What could be killing the babies?
Dr Semmelweis was perplexed. Something was killing these babies and he would have none of it. He set out to find the cause.
For a start, the clinics admitted patients on alternate days. Hence admission was totally random and that could be ruled out as a possible cause. He examined the techniques they used and discovered no differences at all. He looked at overcrowding and climate but again came to another blank wall.
The only difference, Dr Semmelweis concluded, was the people working in the clinics itself. The Second Clinic was the designated clinic for the instructions of midwives only, while the First Clinic, the one he works in, was the teaching service for general medical students.

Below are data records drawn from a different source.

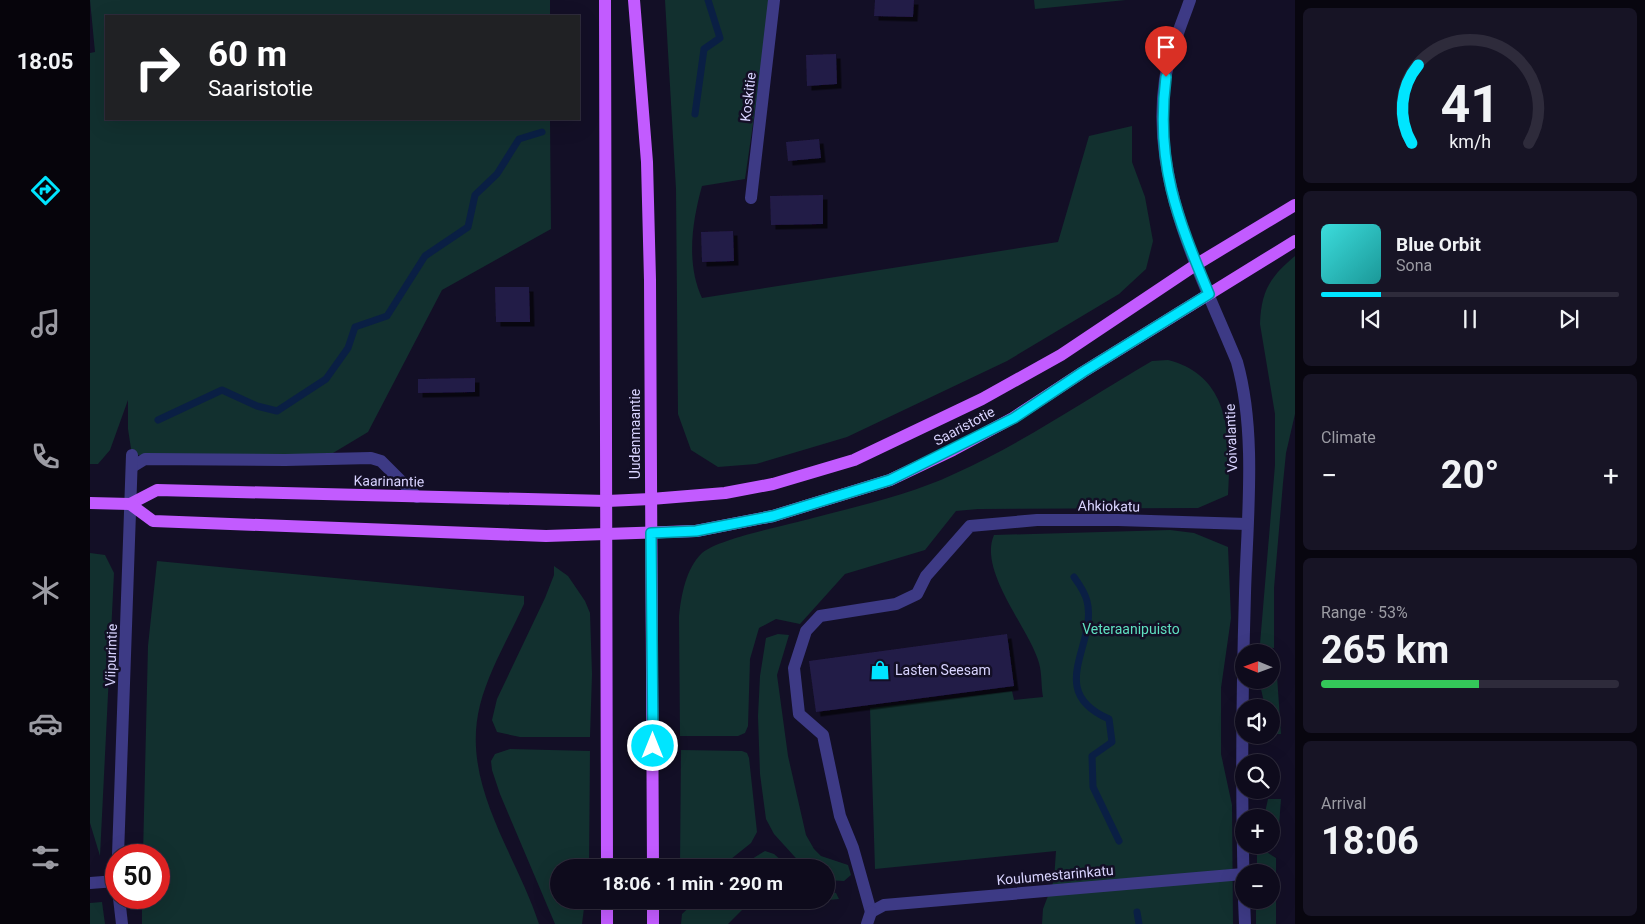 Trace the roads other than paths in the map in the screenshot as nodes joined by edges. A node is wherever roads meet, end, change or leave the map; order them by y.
1 (605, 0) edge
2 (634, 0) edge
3 (774, 0) edge
4 (1190, 0) edge
5 (751, 198) dead end
6 (1295, 205) edge
7 (1295, 241) edge
8 (1197, 264) junction
9 (1209, 294) junction
10 (417, 497) junction
11 (651, 500) junction
12 (607, 501) junction
13 (90, 502) edge
14 (130, 504) junction
15 (1247, 524) junction
16 (651, 533) junction
17 (608, 534) junction
18 (118, 844) edge
19 (607, 859) edge
20 (653, 859) edge
21 (1243, 864) edge
22 (1235, 875) edge
23 (105, 882) edge
24 (90, 883) edge
25 (120, 909) edge
26 (607, 909) edge
27 (653, 909) edge
28 (1244, 909) edge
29 (869, 918) edge
30 (122, 924) edge
31 (607, 924) edge
32 (653, 924) edge
33 (1245, 924) edge

1 - 12 main road, Uudenmaantie
2 - 11 main road, Uudenmaantie
3 - 5 street, Koskitie
4 - 8 street, Voivalantie
6 - 8 main road, Saaristotie
7 - 9 main road, Saaristotie
8 - 9 street, Voivalantie
8 - 11 main road, Saaristotie
9 - 15 street, Voivalantie
9 - 16 main road, Saaristotie
10 - 12 main road, Kaarinantie
10 - 14 main road, Kaarinantie
10 - 14 street, Viipurintie
11 - 12 main road, Kaarinantie
11 - 16 main road, Uudenmaantie
12 - 17 main road, Uudenmaantie
13 - 14 main road
14 - 17 main road
14 - 18 street, Viipurintie
15 - 21 street, Voivalantie
15 - 29 street, Ahkiokatu
16 - 17 main road, Saaristotie
16 - 20 main road, Uudenmaantie
17 - 19 main road, Uudenmaantie
22 - 29 street, Koulumestarinkatu
23 - 24 street
25 - 30 street
26 - 31 main road
27 - 32 main road
28 - 33 street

What this means is, doctors at the First Clinic were also scheduled to conduct autopsies. They were in close contact with corpses throughout the day. Now this was a time whereby people did not think of disease as a consequence of germs, and the concept of modern day sterile hospital environment has yet to be developed.
Autopsies and Germs
The good doctor hypothesised that germs remained on the hands after doctors conducted autopsies, and he instituted a hand washing regime between tasks for his staff. He made them disinfect their hands in a solution of chlorinated lime before conducting any delivery.
For the first time mortality rate decreased significantly in the First Clinic. Mortally rate dropped to less than two percent in the following months! Dr Semmelweis has cracked the mystery and rescued countless mothers and babies from death by infection.

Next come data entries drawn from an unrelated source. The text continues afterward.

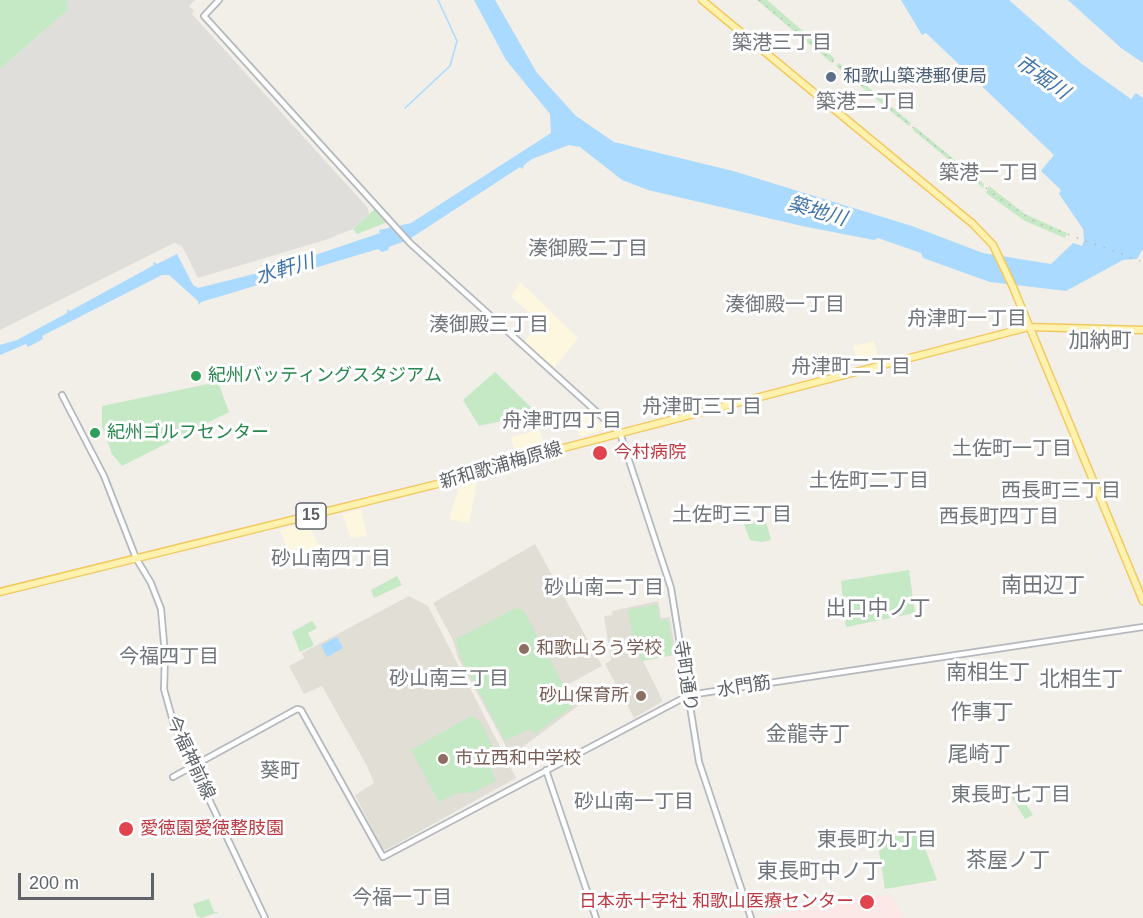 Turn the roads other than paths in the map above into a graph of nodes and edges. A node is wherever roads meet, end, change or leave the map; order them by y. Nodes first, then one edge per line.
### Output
1 (219, 0) edge
2 (702, 0) edge
3 (1029, 327) junction
4 (1143, 330) edge
5 (62, 395) dead end
6 (620, 433) junction
7 (136, 558) junction
8 (0, 592) edge
9 (1143, 601) edge
10 (1143, 627) edge
11 (689, 695) junction
12 (193, 766) junction
13 (546, 770) junction
14 (173, 777) dead end
15 (265, 918) edge
16 (596, 918) edge
17 (751, 918) edge

1 - 6 street
2 - 3 main road
3 - 4 main road, 新和歌浦梅原線 / 15
3 - 6 main road, 新和歌浦梅原線 / 15
3 - 9 main road
5 - 7 street, 今福神前線
6 - 7 main road, 新和歌浦梅原線 / 15
6 - 11 street, 寺町通り
7 - 8 main road, 新和歌浦梅原線 / 15
7 - 12 street, 今福神前線
10 - 11 street, 水門筋
11 - 13 street, 水門筋
11 - 17 street, 寺町通り
12 - 13 street, 水門筋
12 - 14 street
12 - 15 street, 今福神前線
13 - 16 street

Now you would have imagined with such an amazing discovery under his belt, Dr Semmelweis would have been designated for super stardom. He would have won awards, received praise from his peers and be the toast of his patients.
That is furthest from the truth. The medical community at that time consisted of distinguised gentlemen of standing in the society. They were horrified that anyone even dared to suggest that germs could be transmitted off their hands.
The thought of themselves as being germ transmitting death eaters simply did not sit well with Dr Semmelweis’ peers. They had him dismissed and his theory denounced. He was ostracized by the community, banished from Vienna and eventually in 1865, committed to an asylum where he eventually died.
The Semmelweis Reflex
Human behaviour and thinking is often entrenched. We stick to what we are familiar with and reject almost automatically what is new, especially if the new idea and belief makes us uncomfortable.
The Semmelweis Reflex, after Dr Ignaz Semmelweis, is coined to represent this facet of human behaviour.
And as we can tell from what transpired in Vienna more than a hundred years ago, rejecting something outright without properly considering its merits could be extremely foolish.